No other European Monarchy comes anywhere even close to half of that.

The children of the Danish Queen went to state schools, and yes I’ve seen her out shopping in a department store in Copenhagen, and cycling about in town. She had a job also as set designer on various stage productions or something.
In fact although she’s in her 80’s, still smokes, and started a new a job doing some set thing recently.
Oh, yes and the Monarchy receives the equivalent of about £9.5million
 
The Queen's activities and her family are largely funded through the Sovereign Grant, which amounted to £82.2 million) in 2018-19.

No other European Monarchy comes anywhere even close to half of that.

The children of the Danish Queen went to state schools, and yes I’ve seen her out shopping in a department store in Copenhagen, and cycling about in town.

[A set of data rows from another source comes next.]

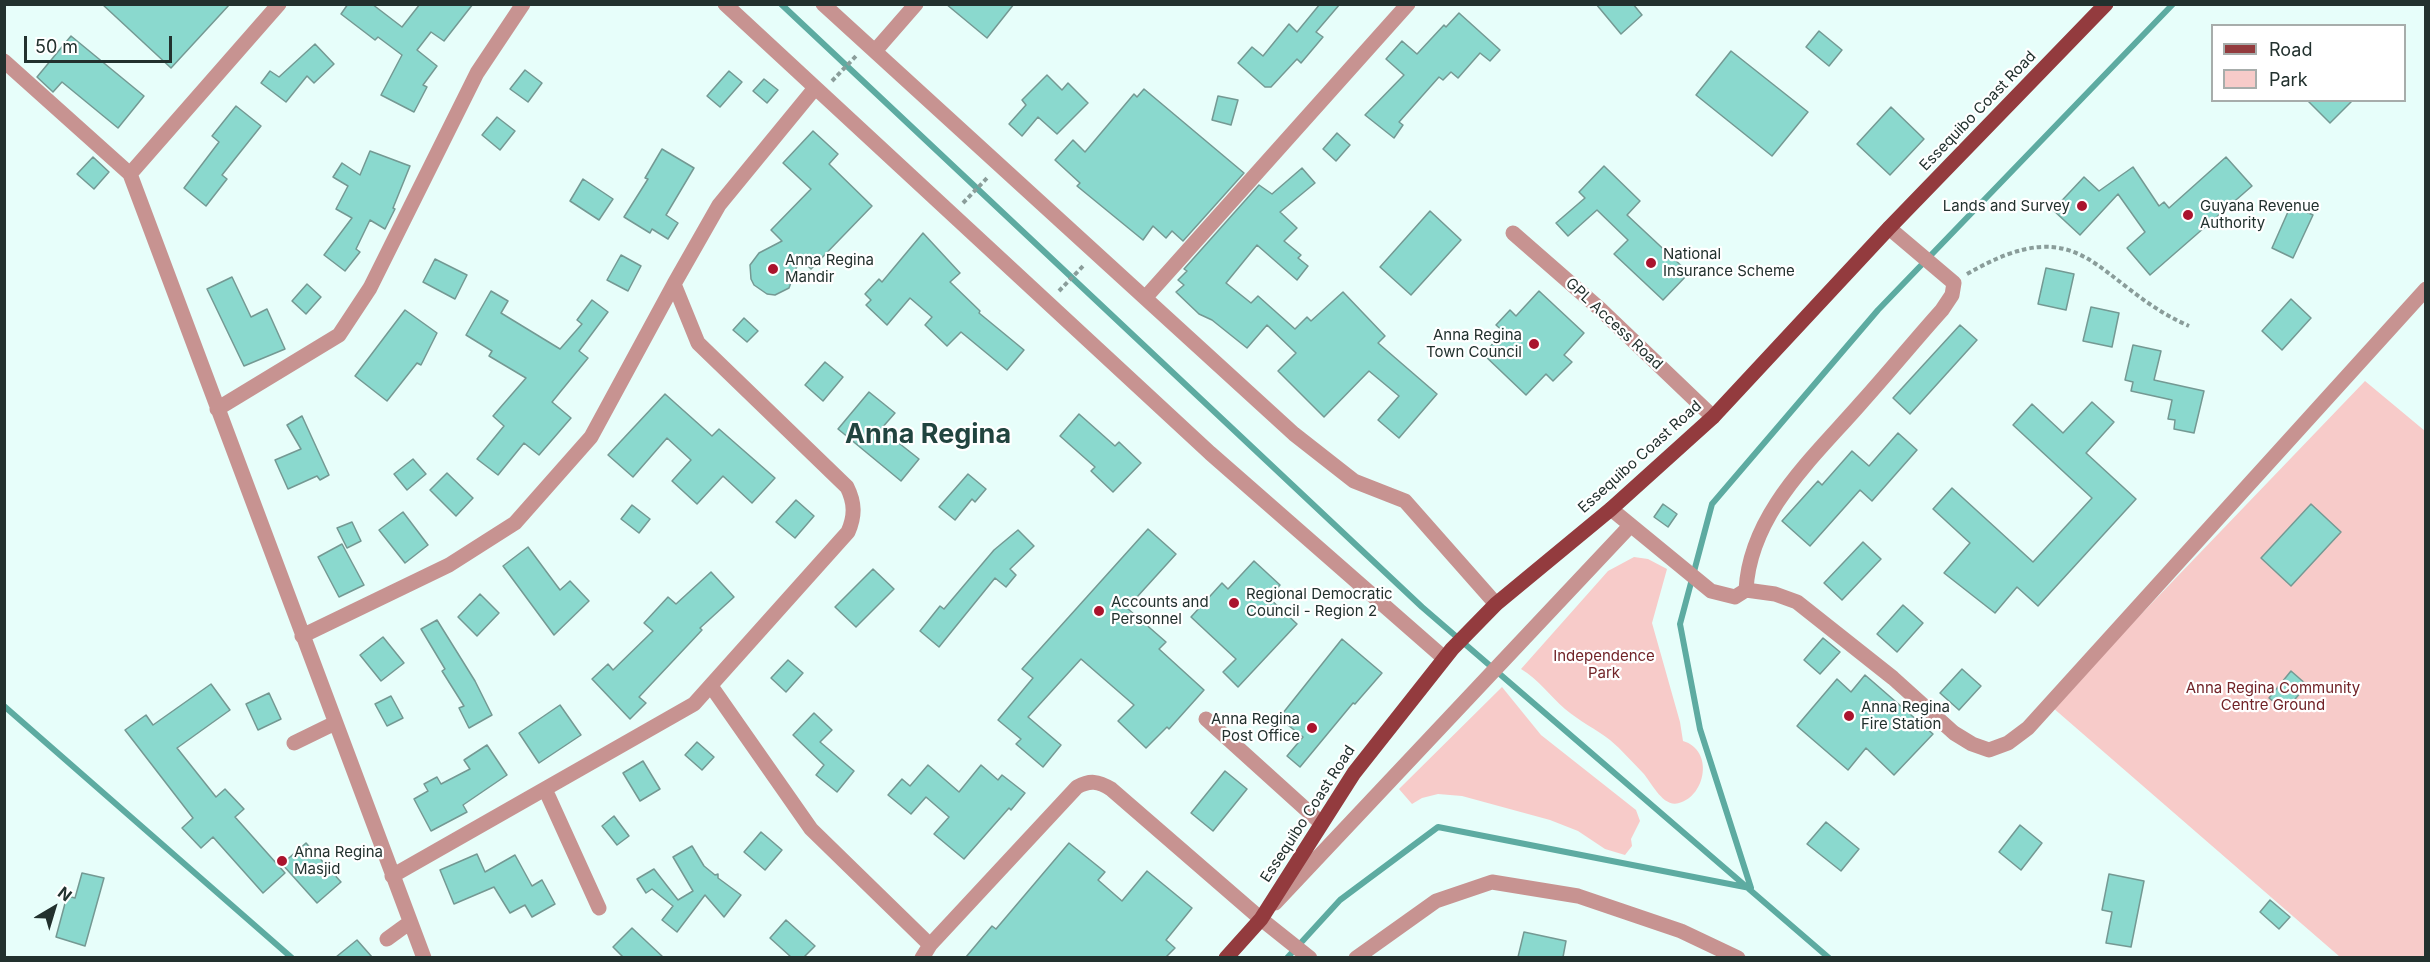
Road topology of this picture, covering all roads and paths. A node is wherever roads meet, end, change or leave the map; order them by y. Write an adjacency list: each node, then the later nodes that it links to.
1 (279, 4): 12 (street)
2 (523, 4): 23 (street)
3 (725, 4): 10 (street)
4 (823, 4): 8 (street)
5 (916, 4): 8 (street)
6 (1408, 4): 20 (street)
7 (2106, 4): 14 (main road, Essequibo Coast Road)
8 (871, 48): 10 (path); 11 (street)
9 (4, 62): 12 (street)
10 (818, 90): 13 (street); 18 (street)
11 (1000, 165): 13 (path); 16 (street)
12 (130, 174): 23 (street)
13 (952, 214): 21 (street)
14 (1889, 228): 17 (street); 24 (main road, Essequibo Coast Road)
15 (1514, 233): 24 (street, GPL Access Road)
16 (1096, 253): 20 (street); 21 (path)
17 (1954, 283): 22 (path); 27 (street)
18 (674, 284): 29 (street); 31 (street)
19 (2426, 289): 27 (street)
20 (1145, 298): 28 (street)
21 (1048, 303): 30 (street)
22 (2189, 326)
23 (217, 409): 29 (street)
24 (1713, 417): 25 (main road, Essequibo Coast Road)
25 (1611, 509): 26 (street); 28 (main road, Essequibo Coast Road)
26 (1630, 526): 27 (street); 39 (street)
27 (1746, 590)
28 (1496, 604): 30 (main road, Essequibo Coast Road)
29 (302, 636): 33 (street)
30 (1448, 653): 36 (main road, Essequibo Coast Road)
31 (711, 686): 35 (street); 42 (street)
32 (1206, 719): 36 (street)
33 (335, 723): 34 (street); 37 (street)
34 (294, 742)
35 (545, 789): 37 (street); 38 (street)
36 (1321, 823): 39 (main road, Essequibo Coast Road)
37 (392, 876): 40 (street)
38 (599, 908)
39 (1261, 919): 42 (street); 44 (main road, Essequibo Coast Road); 45 (street)
40 (409, 924): 41 (street); 43 (street)
41 (387, 939)
42 (926, 951)
43 (424, 957)
44 (1226, 957)
45 (1310, 957)
46 (1356, 957): 47 (street)
47 (1738, 957)

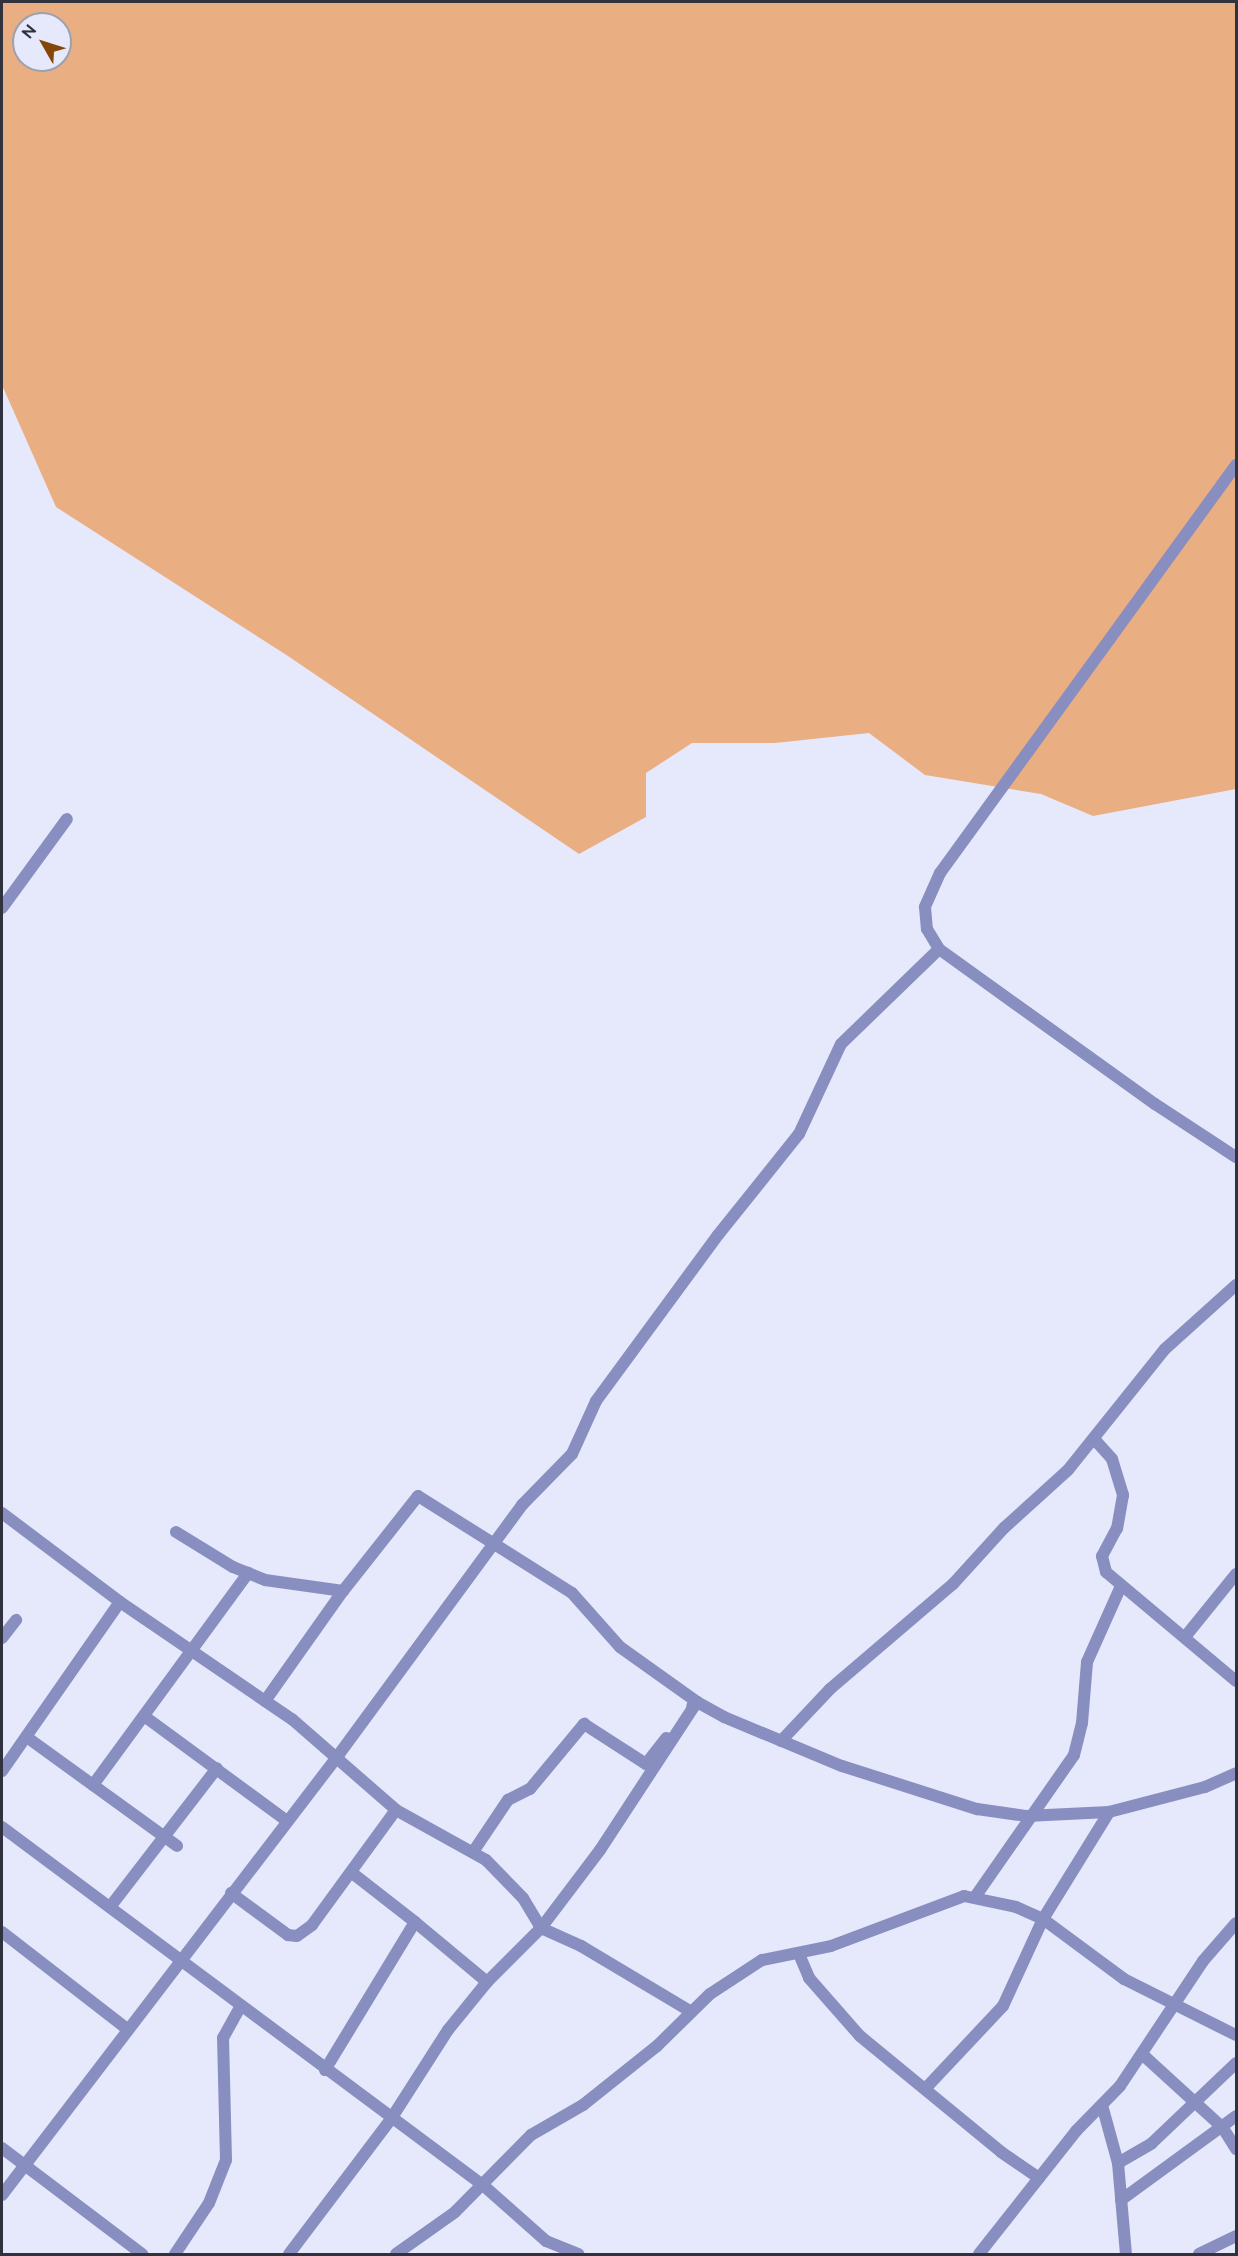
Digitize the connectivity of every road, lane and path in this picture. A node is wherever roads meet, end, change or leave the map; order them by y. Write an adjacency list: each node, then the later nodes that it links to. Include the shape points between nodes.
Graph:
1 (1236, 465): 4 (street, via 940,873 925,907 927,929)
2 (67, 819): 3 (street)
3 (2, 908)
4 (939, 950): 5 (street); 10 (street, via 841,1044 799,1134 718,1235 596,1401 572,1454 522,1505)
5 (1236, 1157)
6 (1236, 1285): 7 (street, via 1165,1349 1118,1405)
7 (1095, 1440): 13 (street, via 1112,1459 1123,1495 1122,1511 1101,1563); 25 (street, via 953,1584 830,1689)
8 (2, 1513): 15 (street)
9 (176, 1532): 11 (street)
10 (492, 1544): 14 (street, via 418,1496); 22 (street, via 572,1593 620,1647); 26 (street)
11 (248, 1573): 14 (street, via 265,1580); 19 (street)
12 (1236, 1574): 17 (street)
13 (1121, 1586): 17 (street); 33 (street, via 1087,1662 1082,1723 1074,1755)
14 (343, 1591): 21 (street)
15 (120, 1602): 19 (street); 24 (street)
16 (16, 1620): 18 (street)
17 (1185, 1637): 20 (street)
18 (2, 1638)
19 (192, 1651): 21 (street); 23 (street)
20 (1236, 1681)
21 (265, 1701): 26 (street)
22 (697, 1702): 25 (street); 38 (street, via 682,1714 646,1764 584,1724 530,1789 508,1800); 46 (street, via 612,1833)
23 (144, 1716): 27 (street); 30 (street)
24 (27, 1738): 28 (street); 30 (street)
25 (781, 1741): 33 (street, via 842,1766 977,1809)
26 (337, 1757): 31 (street, via 367,1788); 34 (street)
27 (217, 1768): 34 (street); 36 (street)
28 (2, 1771)
29 (1234, 1779): 32 (street)
30 (93, 1785): 36 (street)
31 (396, 1810): 38 (street); 39 (street)
32 (1109, 1812): 33 (street); 43 (street)
33 (1031, 1816): 41 (street)
34 (287, 1821): 40 (street)
35 (2, 1827): 42 (street)
36 (164, 1836): 37 (street); 42 (street)
37 (177, 1846)
38 (473, 1852): 46 (street, via 506,1879)
39 (352, 1873): 40 (street, via 312,1925 297,1936 288,1935); 44 (street)
40 (231, 1893): 49 (street)
41 (975, 1897): 43 (street, via 1016,1907); 48 (street, via 964,1896)
42 (110, 1907): 49 (street)
43 (1043, 1919): 51 (street, via 1124,1979); 59 (street, via 1003,2006)
44 (415, 1922): 50 (street); 58 (street)
45 (1236, 1923): 51 (street, via 1203,1961)
46 (541, 1928): 50 (street); 53 (street, via 581,1946)
47 (2, 1932): 54 (street)
48 (799, 1954): 53 (street, via 762,1960); 59 (street, via 808,1978 827,2002 860,2036)
49 (178, 1962): 52 (street); 54 (street)
50 (487, 1982): 63 (street, via 448,2030)
51 (1175, 2005): 55 (street); 56 (street)
52 (240, 2007): 58 (street); 75 (street, via 223,2038 226,2160 209,2203)
53 (690, 2011): 70 (street, via 657,2046 600,2092 531,2135)
54 (127, 2029): 68 (street)
55 (1236, 2035)
56 (1142, 2054): 60 (street); 61 (street)
57 (1236, 2063): 60 (street)
58 (325, 2070): 63 (street)
59 (925, 2089): 69 (street)
60 (1196, 2103): 64 (street); 67 (street, via 1152,2143)
61 (1102, 2105): 67 (street); 69 (street)
62 (1236, 2116): 64 (street)
63 (391, 2119): 70 (street); 76 (street)
64 (1223, 2128): 66 (street); 72 (street)
65 (2, 2148): 68 (street)
66 (1236, 2149)
67 (1118, 2163): 72 (street)
68 (24, 2165): 71 (street); 74 (street)
69 (1039, 2178): 79 (street)
70 (484, 2186): 77 (street, via 430,2232); 78 (street, via 546,2241)
71 (2, 2195)
72 (1121, 2200): 80 (street)
73 (1236, 2236): 81 (street)
74 (142, 2254)
75 (175, 2254)
76 (289, 2254)
77 (396, 2254)
78 (578, 2254)
79 (979, 2254)
80 (1126, 2254)
81 (1199, 2254)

She had a job also as set designer on various stage productions or something.
In fact although she’s in her 80’s, still smokes, and started a new a job doing some set thing recently.
Oh, yes and the Monarchy receives the equivalent of about £9.5million
That about covers the population size difference and respective wealth of UK and Denmark though doesn’t it. Proportionality and perspective is key.
 
That about covers the population size difference and respective wealth of UK and Denmark though doesn’t it. Proportionality and perspective is key.
Is the monarchies workload dependant on population? Or are we saying their income is based purely on how many people they can fleece?